Our team are some of the few who can enter into their hangouts freely. It has been such a joy to witness some of the young men having the courage to try for something better. Over time, we have seen their numbers dwindle, but a solid cadre remains, too lethargic and weary from a life on the street. Their experience has taught them not to try and not to see their own worth.
It is hard to watch some young men progress and some refuse to budge. Every one of them hates the street. Most have hated it enough to let us help.
On my last visit to the largest hangout, we lifted weights together and as I was leaving I told them that I don't want to go to their funerals. They should be coming to mine. The simple truth is that being on the streets ends in prison or death.

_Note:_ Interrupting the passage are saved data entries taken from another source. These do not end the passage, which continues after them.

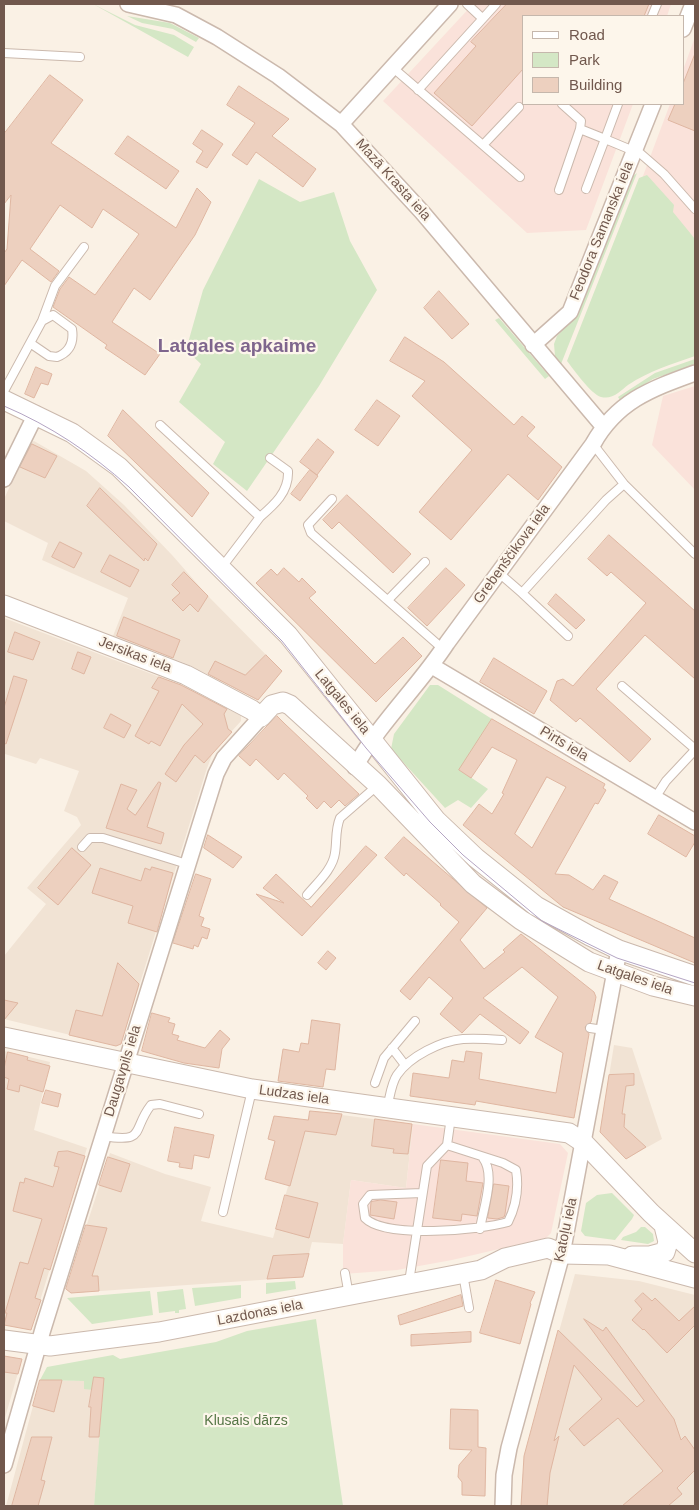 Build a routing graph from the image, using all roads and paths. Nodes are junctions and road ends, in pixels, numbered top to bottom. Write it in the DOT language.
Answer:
graph roads {
  1 [pos="128,4"];
  2 [pos="450,4"];
  3 [pos="467,4"];
  4 [pos="496,4"];
  5 [pos="693,4"];
  6 [pos="165,8"];
  7 [pos="482,18"];
  8 [pos="684,26"];
  9 [pos="4,54"];
  10 [pos="80,57"];
  11 [pos="392,67"];
  12 [pos="418,90"];
  13 [pos="563,105"];
  14 [pos="618,105"];
  15 [pos="653,105"];
  16 [pos="518,107"];
  17 [pos="341,124"];
  18 [pos="580,129"];
  19 [pos="605,139"];
  20 [pos="483,145"];
  21 [pos="634,150"];
  22 [pos="520,177"];
  23 [pos="559,190"];
  24 [pos="586,190"];
  25 [pos="695,209"];
  26 [pos="84,247"];
  27 [pos="42,321"];
  28 [pos="30,343"];
  29 [pos="533,345"];
  30 [pos="695,373"];
  31 [pos="4,391"];
  32 [pos="4,400"];
  33 [pos="36,414"];
  34 [pos="160,426"];
  35 [pos="603,426"];
  36 [pos="592,444"];
  37 [pos="270,458"];
  38 [pos="4,479"];
  39 [pos="624,484"];
  40 [pos="332,499"];
  41 [pos="260,517"];
  42 [pos="695,554"];
  43 [pos="425,562"];
  44 [pos="222,567"];
  45 [pos="499,573"];
  46 [pos="522,593"];
  47 [pos="388,600"];
  48 [pos="4,605"];
  49 [pos="568,636"];
  50 [pos="443,649"];
  51 [pos="432,666"];
  52 [pos="622,686"];
  53 [pos="283,702"];
  54 [pos="261,717"];
  55 [pos="372,739"];
  56 [pos="695,750"];
  57 [pos="355,767"];
  58 [pos="378,785"];
  59 [pos="655,798"];
  60 [pos="695,822"];
  61 [pos="82,847"];
  62 [pos="187,864"];
  63 [pos="307,895"];
  64 [pos="619,950"];
  65 [pos="614,972"];
  66 [pos="695,976"];
  67 [pos="695,996"];
  68 [pos="415,1021"];
  69 [pos="4,1037"];
  70 [pos="502,1040"];
  71 [pos="392,1048"];
  72 [pos="126,1064"];
  73 [pos="405,1065"];
  74 [pos="375,1083"];
  75 [pos="252,1089"];
  76 [pos="387,1108"];
  77 [pos="199,1114"];
  78 [pos="451,1117"];
  79 [pos="103,1136"];
  80 [pos="584,1143"];
  81 [pos="447,1145"];
  82 [pos="483,1158"];
  83 [pos="422,1193"];
  84 [pos="223,1212"];
  85 [pos="664,1226"];
  86 [pos="480,1229"];
  87 [pos="416,1230"];
  88 [pos="695,1253"];
  89 [pos="562,1254"];
  90 [pos="609,1255"];
  91 [pos="472,1272"];
  92 [pos="345,1273"];
  93 [pos="695,1278"];
  94 [pos="409,1284"];
  95 [pos="349,1296"];
  96 [pos="470,1308"];
  97 [pos="4,1340"];
  98 [pos="38,1345"];
  99 [pos="4,1466"];
  100 [pos="504,1506"];
  1 -- 6 [label="street, Mazā Krasta iela"];
  2 -- 11 [label="street"];
  3 -- 7 [label="lane"];
  4 -- 7 [label="lane"];
  5 -- 8 [label="street"];
  6 -- 17 [label="street, Mazā Krasta iela"];
  7 -- 12 [label="lane"];
  9 -- 10 [label="lane"];
  11 -- 12 [label="lane"];
  11 -- 17 [label="street"];
  12 -- 20 [label="lane"];
  13 -- 18 [label="lane"];
  14 -- 19 [label="lane"];
  15 -- 21 [label="street, Feodora Samanska iela"];
  16 -- 20 [label="lane"];
  17 -- 29 [label="street, Mazā Krasta iela"];
  18 -- 19 [label="lane"];
  18 -- 23 [label="lane"];
  19 -- 21 [label="lane"];
  19 -- 24 [label="lane"];
  20 -- 22 [label="lane"];
  21 -- 25 [label="lane"];
  21 -- 29 [label="street, Feodora Samanska iela"];
  26 -- 27 [label="lane"];
  27 -- 28 [label="lane"];
  27 -- 28 [label="lane"];
  28 -- 31 [label="lane"];
  29 -- 35 [label="street, Mazā Krasta iela"];
  30 -- 35 [label="street, Grebenščikova iela"];
  32 -- 33 [label="street, Latgales iela"];
  33 -- 38 [label="street"];
  33 -- 44 [label="street, Latgales iela"];
  34 -- 41 [label="lane"];
  35 -- 36 [label="street, Grebenščikova iela"];
  36 -- 39 [label="lane"];
  36 -- 45 [label="street, Grebenščikova iela"];
  37 -- 41 [label="lane"];
  39 -- 42 [label="lane"];
  39 -- 46 [label="lane"];
  40 -- 47 [label="lane"];
  41 -- 44 [label="lane"];
  43 -- 47 [label="lane"];
  44 -- 55 [label="street, Latgales iela"];
  45 -- 46 [label="lane"];
  45 -- 50 [label="street, Grebenščikova iela"];
  46 -- 49 [label="lane"];
  47 -- 50 [label="lane"];
  48 -- 54 [label="street, Jersikas iela"];
  50 -- 51 [label="street, Grebenščikova iela"];
  51 -- 55 [label="street, Grebenščikova iela"];
  51 -- 59 [label="street, Pirts iela"];
  52 -- 56 [label="lane"];
  53 -- 54 [label="street, Daugavpils iela"];
  53 -- 57 [label="street, Latgales iela"];
  54 -- 62 [label="street, Daugavpils iela"];
  55 -- 57 [label="street, Grebenščikova iela"];
  55 -- 64 [label="street, Latgales iela"];
  56 -- 59 [label="lane"];
  57 -- 58 [label="street, Latgales iela"];
  58 -- 63 [label="lane"];
  58 -- 65 [label="street, Latgales iela"];
  59 -- 60 [label="street, Pirts iela"];
  61 -- 62 [label="lane"];
  62 -- 72 [label="street, Daugavpils iela"];
  64 -- 65 [label="street, Katoļu iela"];
  64 -- 66 [label="street, Latgales iela"];
  65 -- 67 [label="street, Latgales iela"];
  65 -- 80 [label="street, Katoļu iela"];
  68 -- 71 [label="lane"];
  69 -- 72 [label="street, Ludzas iela"];
  70 -- 73 [label="lane"];
  71 -- 73 [label="lane"];
  71 -- 74 [label="lane"];
  72 -- 75 [label="street, Ludzas iela"];
  72 -- 79 [label="street, Daugavpils iela"];
  73 -- 76 [label="lane"];
  75 -- 76 [label="street, Ludzas iela"];
  75 -- 84 [label="lane"];
  76 -- 78 [label="street, Ludzas iela"];
  77 -- 79 [label="lane"];
  78 -- 80 [label="street, Ludzas iela"];
  78 -- 81 [label="lane"];
  79 -- 98 [label="street, Daugavpils iela"];
  80 -- 85 [label="street, Ludzas iela"];
  80 -- 89 [label="street, Katoļu iela"];
  81 -- 82 [label="lane"];
  81 -- 83 [label="lane"];
  82 -- 86 [label="lane"];
  82 -- 86 [label="lane"];
  83 -- 87 [label="lane"];
  83 -- 87 [label="lane"];
  85 -- 88 [label="street, Ludzas iela"];
  85 -- 90 [label="street"];
  86 -- 87 [label="lane"];
  87 -- 94 [label="lane"];
  89 -- 90 [label="street"];
  89 -- 91 [label="street, Lazdonas iela"];
  89 -- 100 [label="street, Katoļu iela"];
  90 -- 93 [label="street"];
  91 -- 94 [label="street, Lazdonas iela"];
  91 -- 96 [label="lane"];
  92 -- 95 [label="lane"];
  94 -- 95 [label="street, Lazdonas iela"];
  95 -- 98 [label="street, Lazdonas iela"];
  97 -- 98 [label="street, Lazdonas iela"];
  98 -- 99 [label="street, Daugavpils iela"];
}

We've celebrated young men leaving the streets, getting jobs and moving into simple houses. Before long, they are arrested for violent crime. They find mundane, every day life unbearable and seek out the dangerous highs of their former street life.

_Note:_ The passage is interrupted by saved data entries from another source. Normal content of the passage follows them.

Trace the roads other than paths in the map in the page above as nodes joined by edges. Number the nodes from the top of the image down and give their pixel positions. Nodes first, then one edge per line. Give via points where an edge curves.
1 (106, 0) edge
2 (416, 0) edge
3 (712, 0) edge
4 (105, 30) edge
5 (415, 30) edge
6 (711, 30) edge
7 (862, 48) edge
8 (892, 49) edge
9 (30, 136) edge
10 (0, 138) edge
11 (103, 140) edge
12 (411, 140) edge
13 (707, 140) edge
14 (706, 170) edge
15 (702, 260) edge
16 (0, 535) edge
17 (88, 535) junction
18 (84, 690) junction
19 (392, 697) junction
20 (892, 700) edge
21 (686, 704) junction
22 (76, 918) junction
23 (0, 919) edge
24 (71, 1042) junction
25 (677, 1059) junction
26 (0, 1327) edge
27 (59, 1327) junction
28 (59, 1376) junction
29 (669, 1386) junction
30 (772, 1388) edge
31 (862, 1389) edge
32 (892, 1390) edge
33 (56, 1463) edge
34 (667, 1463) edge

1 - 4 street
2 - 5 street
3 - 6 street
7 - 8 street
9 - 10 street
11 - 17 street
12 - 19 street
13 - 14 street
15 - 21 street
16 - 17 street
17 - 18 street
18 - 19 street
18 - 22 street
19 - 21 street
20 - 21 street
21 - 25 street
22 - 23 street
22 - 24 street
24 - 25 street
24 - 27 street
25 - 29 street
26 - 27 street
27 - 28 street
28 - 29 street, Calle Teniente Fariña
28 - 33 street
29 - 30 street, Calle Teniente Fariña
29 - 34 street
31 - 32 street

Our experience has shown that the best time to help a child off the streets is when they first arrive, before they have settled in and while the situation that drove them to the street can be addressed quickly. If these young men were helped when they were children, all of this waste could have been avoided. Instead, truly well meaning people entertained them, fed them and clothed them year after year.
Since we started our work here, the number of children who have arrived on the streets and stayed is close to zero. The only ones who remain today were on the streets before we started, most for five to ten years, with an established identity and routine.
On average, we have a child in a home within 2 to 3 weeks of us meeting them. That means we are preventing these little ones growing up on the streets through to adulthood. We intervene before they can fit in and adopt identities as 'street kids.'
When we are at street hangouts, it is interesting that the old ones report the new ones to us, asking us to help them off. They would never articulate it like this, but it is as if they are saying, 'don't let them become like us.'
Although they have lost hope for themselves, we haven't. We still think they can make that terrifying step into normal life. And we'll be there to help them when they want it.